Cluster the data using the HDBSCAN algorithm.

Parameters:

pca_dfpandas.DataFrame: Dataframe with the data to cluster.
min_cluster_sizeint, optional: Minimum cluster size. The default is 50.
min_samplesint, optional: Minimum number of samples. The default is 50.

Returns:

clust_seriepandas.Categorical: Categorical serie with the cluster.

SST2.analysis.data_plot.compute_cluster_kmean(pca_df, max_cluster=20, random_state=0)[source]

Cluster the data using the KMeans algorithm.

Parameters:

pca_dfpandas.DataFrame: Dataframe with the data to cluster.
max_clusterint, optional: Maximum number of cluster to test. The default is 20.
random_stateint, optional: Random state for the algorithm. The default is 0.

Returns:

clust_seriepandas.Categorical: Categorical serie with the cluster.
kmeans.cluster_centers_numpy.ndarray: Cluster centers.

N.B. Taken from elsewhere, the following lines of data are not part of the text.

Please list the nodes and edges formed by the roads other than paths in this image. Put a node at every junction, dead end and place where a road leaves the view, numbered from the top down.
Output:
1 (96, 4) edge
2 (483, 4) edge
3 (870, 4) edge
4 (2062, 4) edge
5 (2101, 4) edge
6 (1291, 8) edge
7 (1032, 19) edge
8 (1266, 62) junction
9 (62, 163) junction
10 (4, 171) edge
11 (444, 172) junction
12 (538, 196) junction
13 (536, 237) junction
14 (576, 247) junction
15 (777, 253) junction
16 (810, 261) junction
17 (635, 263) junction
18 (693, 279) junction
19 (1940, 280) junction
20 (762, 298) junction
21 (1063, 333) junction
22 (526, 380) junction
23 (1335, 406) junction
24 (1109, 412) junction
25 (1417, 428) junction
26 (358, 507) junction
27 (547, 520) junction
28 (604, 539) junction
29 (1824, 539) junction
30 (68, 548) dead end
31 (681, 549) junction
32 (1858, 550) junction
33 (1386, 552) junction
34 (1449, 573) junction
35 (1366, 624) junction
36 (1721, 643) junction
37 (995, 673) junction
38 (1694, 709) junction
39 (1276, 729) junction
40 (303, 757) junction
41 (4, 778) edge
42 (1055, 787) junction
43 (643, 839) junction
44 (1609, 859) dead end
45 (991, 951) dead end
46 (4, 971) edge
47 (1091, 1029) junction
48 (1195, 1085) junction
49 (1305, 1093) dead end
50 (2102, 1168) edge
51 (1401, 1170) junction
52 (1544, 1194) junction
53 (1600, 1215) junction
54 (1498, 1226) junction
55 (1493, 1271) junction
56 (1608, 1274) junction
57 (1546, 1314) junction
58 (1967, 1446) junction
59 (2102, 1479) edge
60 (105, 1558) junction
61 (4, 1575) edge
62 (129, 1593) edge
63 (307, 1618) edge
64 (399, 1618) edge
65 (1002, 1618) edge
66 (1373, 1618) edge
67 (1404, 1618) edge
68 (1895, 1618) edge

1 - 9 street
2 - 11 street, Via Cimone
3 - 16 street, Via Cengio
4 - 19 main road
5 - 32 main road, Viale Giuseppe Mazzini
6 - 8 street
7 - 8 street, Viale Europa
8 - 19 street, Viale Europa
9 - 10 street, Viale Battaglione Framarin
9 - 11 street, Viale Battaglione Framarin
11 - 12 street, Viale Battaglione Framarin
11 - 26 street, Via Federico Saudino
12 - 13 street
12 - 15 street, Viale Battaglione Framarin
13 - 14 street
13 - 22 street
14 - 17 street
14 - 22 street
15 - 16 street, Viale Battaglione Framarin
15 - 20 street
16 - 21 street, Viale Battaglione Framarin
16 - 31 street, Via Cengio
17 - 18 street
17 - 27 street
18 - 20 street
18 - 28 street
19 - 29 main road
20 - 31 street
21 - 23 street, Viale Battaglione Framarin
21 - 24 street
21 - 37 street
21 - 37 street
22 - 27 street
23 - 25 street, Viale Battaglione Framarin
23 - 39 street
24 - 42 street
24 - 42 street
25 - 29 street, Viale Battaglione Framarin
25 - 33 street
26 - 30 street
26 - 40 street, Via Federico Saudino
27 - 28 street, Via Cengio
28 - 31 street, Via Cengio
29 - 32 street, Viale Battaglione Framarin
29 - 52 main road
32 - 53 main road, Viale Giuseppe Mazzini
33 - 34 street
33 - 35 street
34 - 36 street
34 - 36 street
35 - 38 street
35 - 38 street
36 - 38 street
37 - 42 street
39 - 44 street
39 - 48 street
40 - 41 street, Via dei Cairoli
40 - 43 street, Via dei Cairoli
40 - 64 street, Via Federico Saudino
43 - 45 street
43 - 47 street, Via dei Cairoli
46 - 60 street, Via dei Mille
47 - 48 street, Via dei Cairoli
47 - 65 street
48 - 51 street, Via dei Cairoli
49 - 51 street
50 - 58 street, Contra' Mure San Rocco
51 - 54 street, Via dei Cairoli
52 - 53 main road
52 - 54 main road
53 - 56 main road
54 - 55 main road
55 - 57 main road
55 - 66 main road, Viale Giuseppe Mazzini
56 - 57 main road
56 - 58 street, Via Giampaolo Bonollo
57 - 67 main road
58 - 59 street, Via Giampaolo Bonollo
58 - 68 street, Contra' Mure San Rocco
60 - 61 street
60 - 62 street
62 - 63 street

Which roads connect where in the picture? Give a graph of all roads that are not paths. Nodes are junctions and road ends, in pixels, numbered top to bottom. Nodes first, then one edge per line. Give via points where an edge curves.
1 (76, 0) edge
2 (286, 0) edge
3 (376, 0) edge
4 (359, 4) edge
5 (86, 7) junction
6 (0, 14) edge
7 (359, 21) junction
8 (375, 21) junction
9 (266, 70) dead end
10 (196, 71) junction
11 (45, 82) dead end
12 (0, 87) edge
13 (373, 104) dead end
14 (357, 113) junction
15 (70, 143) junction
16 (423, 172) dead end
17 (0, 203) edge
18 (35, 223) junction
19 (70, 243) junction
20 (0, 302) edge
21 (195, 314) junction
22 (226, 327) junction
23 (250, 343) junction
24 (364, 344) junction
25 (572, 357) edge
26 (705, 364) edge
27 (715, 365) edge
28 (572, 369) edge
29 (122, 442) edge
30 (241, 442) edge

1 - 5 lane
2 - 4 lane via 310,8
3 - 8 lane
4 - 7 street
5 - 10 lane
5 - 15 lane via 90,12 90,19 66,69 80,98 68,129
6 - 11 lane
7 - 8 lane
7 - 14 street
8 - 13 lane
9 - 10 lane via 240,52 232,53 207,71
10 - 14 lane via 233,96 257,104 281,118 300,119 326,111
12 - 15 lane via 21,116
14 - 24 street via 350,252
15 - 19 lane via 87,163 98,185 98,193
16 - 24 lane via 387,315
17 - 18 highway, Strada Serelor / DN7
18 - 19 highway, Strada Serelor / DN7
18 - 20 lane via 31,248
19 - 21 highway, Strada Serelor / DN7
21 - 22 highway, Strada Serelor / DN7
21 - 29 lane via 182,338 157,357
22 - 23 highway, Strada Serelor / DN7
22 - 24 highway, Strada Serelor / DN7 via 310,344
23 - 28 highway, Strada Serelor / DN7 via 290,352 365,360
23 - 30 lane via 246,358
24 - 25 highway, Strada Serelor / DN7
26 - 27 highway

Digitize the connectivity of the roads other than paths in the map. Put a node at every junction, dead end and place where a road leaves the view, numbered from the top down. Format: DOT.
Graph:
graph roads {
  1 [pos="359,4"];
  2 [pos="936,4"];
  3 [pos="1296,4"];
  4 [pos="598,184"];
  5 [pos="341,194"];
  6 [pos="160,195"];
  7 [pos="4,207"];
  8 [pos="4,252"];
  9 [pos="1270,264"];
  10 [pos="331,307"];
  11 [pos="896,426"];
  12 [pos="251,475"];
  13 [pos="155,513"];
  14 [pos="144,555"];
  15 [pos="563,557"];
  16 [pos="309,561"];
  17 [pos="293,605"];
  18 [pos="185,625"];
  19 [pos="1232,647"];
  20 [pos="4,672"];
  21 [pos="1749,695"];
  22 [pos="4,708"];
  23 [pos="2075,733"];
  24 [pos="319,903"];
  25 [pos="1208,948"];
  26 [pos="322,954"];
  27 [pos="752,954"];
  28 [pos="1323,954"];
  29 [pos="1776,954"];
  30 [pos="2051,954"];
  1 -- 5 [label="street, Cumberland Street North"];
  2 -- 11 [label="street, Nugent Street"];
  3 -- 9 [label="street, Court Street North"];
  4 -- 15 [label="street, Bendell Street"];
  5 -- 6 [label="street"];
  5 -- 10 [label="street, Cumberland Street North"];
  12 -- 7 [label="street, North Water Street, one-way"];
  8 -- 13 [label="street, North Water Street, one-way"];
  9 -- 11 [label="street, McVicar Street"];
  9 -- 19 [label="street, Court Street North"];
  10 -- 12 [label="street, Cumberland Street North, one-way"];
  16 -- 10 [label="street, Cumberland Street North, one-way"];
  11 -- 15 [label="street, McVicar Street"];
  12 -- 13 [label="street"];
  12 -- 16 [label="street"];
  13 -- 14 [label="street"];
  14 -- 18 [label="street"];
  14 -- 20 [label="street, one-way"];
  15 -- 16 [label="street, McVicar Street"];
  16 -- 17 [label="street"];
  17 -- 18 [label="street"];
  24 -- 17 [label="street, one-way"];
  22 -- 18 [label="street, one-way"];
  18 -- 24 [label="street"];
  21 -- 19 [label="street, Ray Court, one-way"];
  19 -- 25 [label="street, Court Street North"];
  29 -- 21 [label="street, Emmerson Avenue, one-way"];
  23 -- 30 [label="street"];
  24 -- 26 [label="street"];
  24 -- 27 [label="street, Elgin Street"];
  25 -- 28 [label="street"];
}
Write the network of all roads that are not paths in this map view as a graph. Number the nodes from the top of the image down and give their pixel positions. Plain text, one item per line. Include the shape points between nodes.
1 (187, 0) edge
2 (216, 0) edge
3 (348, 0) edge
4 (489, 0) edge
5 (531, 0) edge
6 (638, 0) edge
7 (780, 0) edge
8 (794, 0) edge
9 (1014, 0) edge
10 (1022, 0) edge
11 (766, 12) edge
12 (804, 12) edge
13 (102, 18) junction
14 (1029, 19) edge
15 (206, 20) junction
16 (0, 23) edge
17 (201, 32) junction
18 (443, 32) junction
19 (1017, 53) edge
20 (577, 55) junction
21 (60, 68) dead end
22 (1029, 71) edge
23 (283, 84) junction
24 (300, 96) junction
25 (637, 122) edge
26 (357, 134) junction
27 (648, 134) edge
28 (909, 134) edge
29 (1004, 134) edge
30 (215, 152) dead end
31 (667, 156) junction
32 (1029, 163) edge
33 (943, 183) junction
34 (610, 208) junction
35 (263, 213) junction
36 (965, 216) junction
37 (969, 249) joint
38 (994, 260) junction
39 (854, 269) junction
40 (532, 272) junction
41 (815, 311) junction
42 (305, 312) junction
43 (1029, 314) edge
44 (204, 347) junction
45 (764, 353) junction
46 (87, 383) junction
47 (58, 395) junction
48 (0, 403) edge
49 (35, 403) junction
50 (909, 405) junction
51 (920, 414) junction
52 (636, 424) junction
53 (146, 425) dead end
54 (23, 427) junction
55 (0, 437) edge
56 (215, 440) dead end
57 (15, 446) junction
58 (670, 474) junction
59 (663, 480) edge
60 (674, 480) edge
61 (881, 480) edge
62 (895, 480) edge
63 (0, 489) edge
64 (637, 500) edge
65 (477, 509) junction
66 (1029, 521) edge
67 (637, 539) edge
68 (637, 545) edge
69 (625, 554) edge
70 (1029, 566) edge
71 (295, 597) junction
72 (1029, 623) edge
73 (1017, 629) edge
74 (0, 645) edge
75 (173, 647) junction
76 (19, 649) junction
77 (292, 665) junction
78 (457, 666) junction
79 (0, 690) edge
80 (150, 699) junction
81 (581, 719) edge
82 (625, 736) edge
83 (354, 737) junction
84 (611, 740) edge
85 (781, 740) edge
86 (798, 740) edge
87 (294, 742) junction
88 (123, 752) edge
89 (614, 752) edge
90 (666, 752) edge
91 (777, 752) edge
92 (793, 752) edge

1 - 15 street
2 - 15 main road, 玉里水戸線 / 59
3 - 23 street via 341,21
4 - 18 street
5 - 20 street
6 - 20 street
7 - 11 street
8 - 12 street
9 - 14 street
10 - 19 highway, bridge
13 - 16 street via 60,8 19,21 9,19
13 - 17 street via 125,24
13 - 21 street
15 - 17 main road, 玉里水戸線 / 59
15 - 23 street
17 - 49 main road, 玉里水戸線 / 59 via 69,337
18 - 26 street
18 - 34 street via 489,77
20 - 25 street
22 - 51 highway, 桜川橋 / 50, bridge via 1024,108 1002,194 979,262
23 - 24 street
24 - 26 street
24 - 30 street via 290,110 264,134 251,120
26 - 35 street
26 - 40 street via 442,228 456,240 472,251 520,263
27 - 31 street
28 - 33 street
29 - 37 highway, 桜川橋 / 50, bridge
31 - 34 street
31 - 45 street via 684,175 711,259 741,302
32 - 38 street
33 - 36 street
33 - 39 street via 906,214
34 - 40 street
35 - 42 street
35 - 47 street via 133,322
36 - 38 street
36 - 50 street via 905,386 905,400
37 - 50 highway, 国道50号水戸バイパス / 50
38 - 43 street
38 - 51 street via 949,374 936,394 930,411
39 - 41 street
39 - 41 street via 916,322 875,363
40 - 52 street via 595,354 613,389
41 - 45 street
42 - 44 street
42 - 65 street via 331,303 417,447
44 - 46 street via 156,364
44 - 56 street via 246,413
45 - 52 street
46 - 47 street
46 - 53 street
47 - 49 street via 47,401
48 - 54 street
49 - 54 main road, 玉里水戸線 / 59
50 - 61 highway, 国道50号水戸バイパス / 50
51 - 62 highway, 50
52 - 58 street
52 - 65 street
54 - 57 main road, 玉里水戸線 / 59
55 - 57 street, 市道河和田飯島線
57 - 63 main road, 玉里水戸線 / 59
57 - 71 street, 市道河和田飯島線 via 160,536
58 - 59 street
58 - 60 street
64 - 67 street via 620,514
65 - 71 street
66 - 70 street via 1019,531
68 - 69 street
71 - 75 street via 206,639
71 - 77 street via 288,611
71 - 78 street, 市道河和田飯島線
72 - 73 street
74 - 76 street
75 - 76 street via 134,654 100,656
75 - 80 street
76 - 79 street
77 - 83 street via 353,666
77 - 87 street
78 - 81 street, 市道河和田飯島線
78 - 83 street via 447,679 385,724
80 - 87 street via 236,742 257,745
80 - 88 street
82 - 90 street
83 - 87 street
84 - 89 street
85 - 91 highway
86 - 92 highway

SST2.analysis.data_plot.compute_exchange_prob(df, temp_col='Aim Temp (K)', time_ax_name='$Time\\;(\\mu s)$', exchange_time=2)[source]

Compute the exchange probability and the round trip time for a given dataframe. The dataframe should be the result of a SST2 simulation. The dataframe should have a column with the temperature and a column with the time.

Parameters:

dfpandas.DataFrame: Dataframe with the SST2 simulation data.
temp_colstr, optional: Name of the column with the temperature. The default is “Aim Temp (K)”.
time_ax_namestr, optional: Name of the column with the time. The default is r”$Time;(mu s)$”.
exchange_timefloat, optional: Time in ps between two exchange. The default is 2 ps.

Returns:

ex_probfloat: Exchange probability.
trip_timefloat: Round trip time in ns.

SST2.analysis.data_plot.compute_folding_fraction(df, col='RMSD (nm)', cutoff=0.18, temp_col='Aim Temp (K)', temp_list=None)[source]

Compute the fraction of folded protein.

Parameters:

dfpandas.DataFrame: Dataframe with the data to plot.
colstr, optional: Column to compute folding fraction. The default is “RMSD (nm)”.
cutofffloat, optional: Cutoff value for the folding fraction. The default is 0.18 nm.
temp_colstr, optional: Column with the temperature. The default is ‘Aim Temp (K)’.
temp_listlist, optional: List of temperature to use. The default is None.

Returns:

fold_fraclist: List of folding fraction.

SST2.analysis.data_plot.compute_folding_fraction_RMSD(df, col='RMSD (nm)', temp_col='Aim Temp (K)', cutoff=0.18, start_time=0, time_ax_name='$Time\\;(\\mu s)$', ref_fold_frac=None, time_interval=2.0)[source]

SST2.analysis.data_plot.compute_moving_average(df, ener='new_pot', col_name='avg_ener')[source]

SST2.analysis.data_plot.compute_weight_RMSD(df, final_weight_dict=None, ener='new_pot')[source]

SST2.analysis.data_plot.count_clust_transition(df, dt=None, sim_name_col='sim', clust_col='clust', time_ax_name='$Time\\;(\\mu s)$')[source]

SST2.analysis.data_plot.count_rmsd_transition(df, rmsd_fold=0.2, rmsd_unfold=0.4, dt=None, sim_name_col='sim', rmsd_col='RMSD (nm)', time_ax_name='$Time\\;(\\mu s)$')[source]

SST2.analysis.data_plot.filter_df(df, max_point_number)[source]

Filter a dataframe to keep a maximum number of data point. The dataframe is filtered with a step size computed to keep the maximum number of data point.

Parameters:

dfpandas.DataFrame: Dataframe to filter.
max_point_numberint: Maximum number of data point to keep.

Returns:

local_dfpandas.DataFrame: Filtered dataframe.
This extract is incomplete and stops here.